* [DESCRIPTION OF THE TASK] Scan the material that follows. Copy every line containing the word "roads".

■ ■ ■ ■

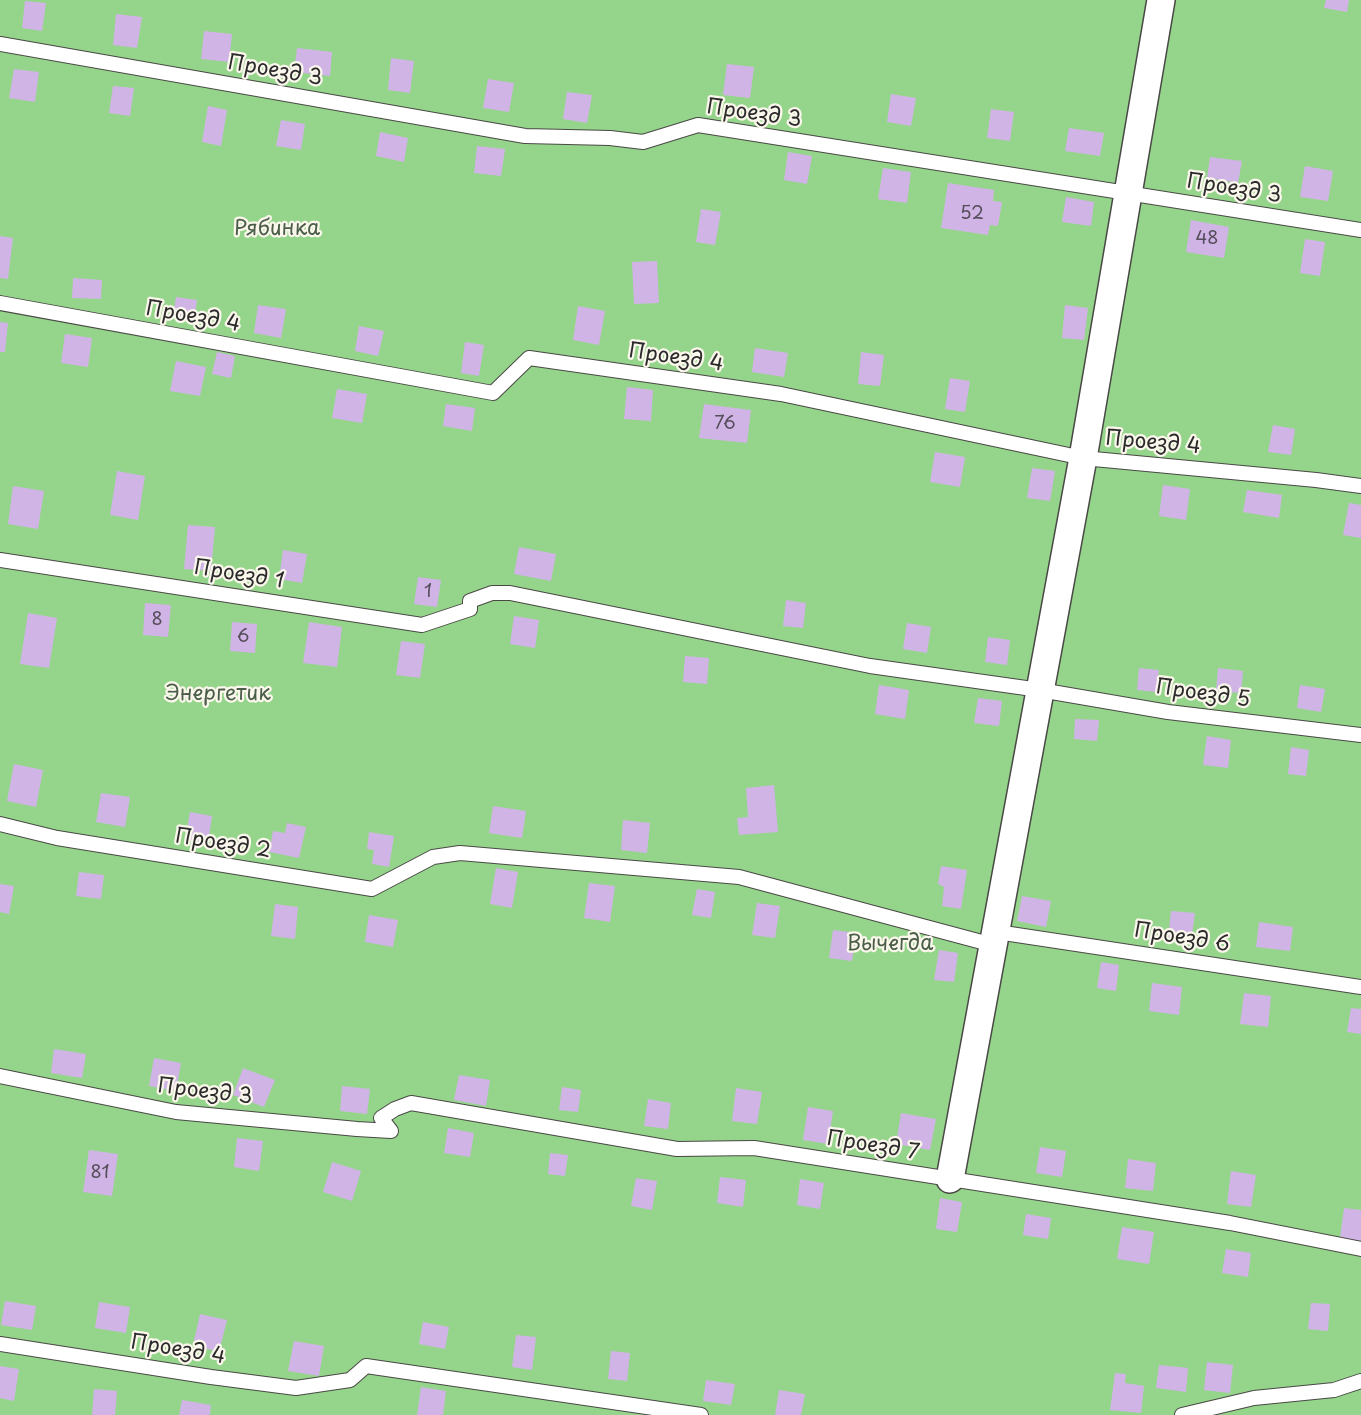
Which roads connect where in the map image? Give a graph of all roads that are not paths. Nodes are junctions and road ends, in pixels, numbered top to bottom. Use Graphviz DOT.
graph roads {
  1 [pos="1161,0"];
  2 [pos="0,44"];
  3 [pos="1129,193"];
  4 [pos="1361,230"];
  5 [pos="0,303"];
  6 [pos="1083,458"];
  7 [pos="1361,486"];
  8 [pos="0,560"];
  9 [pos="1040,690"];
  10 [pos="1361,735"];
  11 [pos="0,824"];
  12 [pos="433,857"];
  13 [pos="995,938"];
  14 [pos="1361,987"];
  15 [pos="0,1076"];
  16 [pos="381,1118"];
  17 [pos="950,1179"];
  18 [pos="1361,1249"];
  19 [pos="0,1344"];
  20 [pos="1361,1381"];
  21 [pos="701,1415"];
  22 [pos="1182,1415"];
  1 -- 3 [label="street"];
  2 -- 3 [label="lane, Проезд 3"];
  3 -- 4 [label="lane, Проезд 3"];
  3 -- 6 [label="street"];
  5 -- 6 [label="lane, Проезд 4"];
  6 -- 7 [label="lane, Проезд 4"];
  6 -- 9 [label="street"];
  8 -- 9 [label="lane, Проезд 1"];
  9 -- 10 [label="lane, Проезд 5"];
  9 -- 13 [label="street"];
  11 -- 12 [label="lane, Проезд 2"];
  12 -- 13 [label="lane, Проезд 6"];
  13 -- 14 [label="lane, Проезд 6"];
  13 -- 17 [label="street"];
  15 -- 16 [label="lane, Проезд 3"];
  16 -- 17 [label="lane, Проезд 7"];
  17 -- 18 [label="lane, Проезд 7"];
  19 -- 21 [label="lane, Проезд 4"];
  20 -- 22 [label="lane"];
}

■ ■ ■ ■

* [SOLUTION TO THE PROBLEM]
Which roads connect where in the map image? Give a graph of all roads that are not paths. Nodes are junctions and road ends, in pixels, numbered top to bottom. Use Graphviz DOT.
graph roads {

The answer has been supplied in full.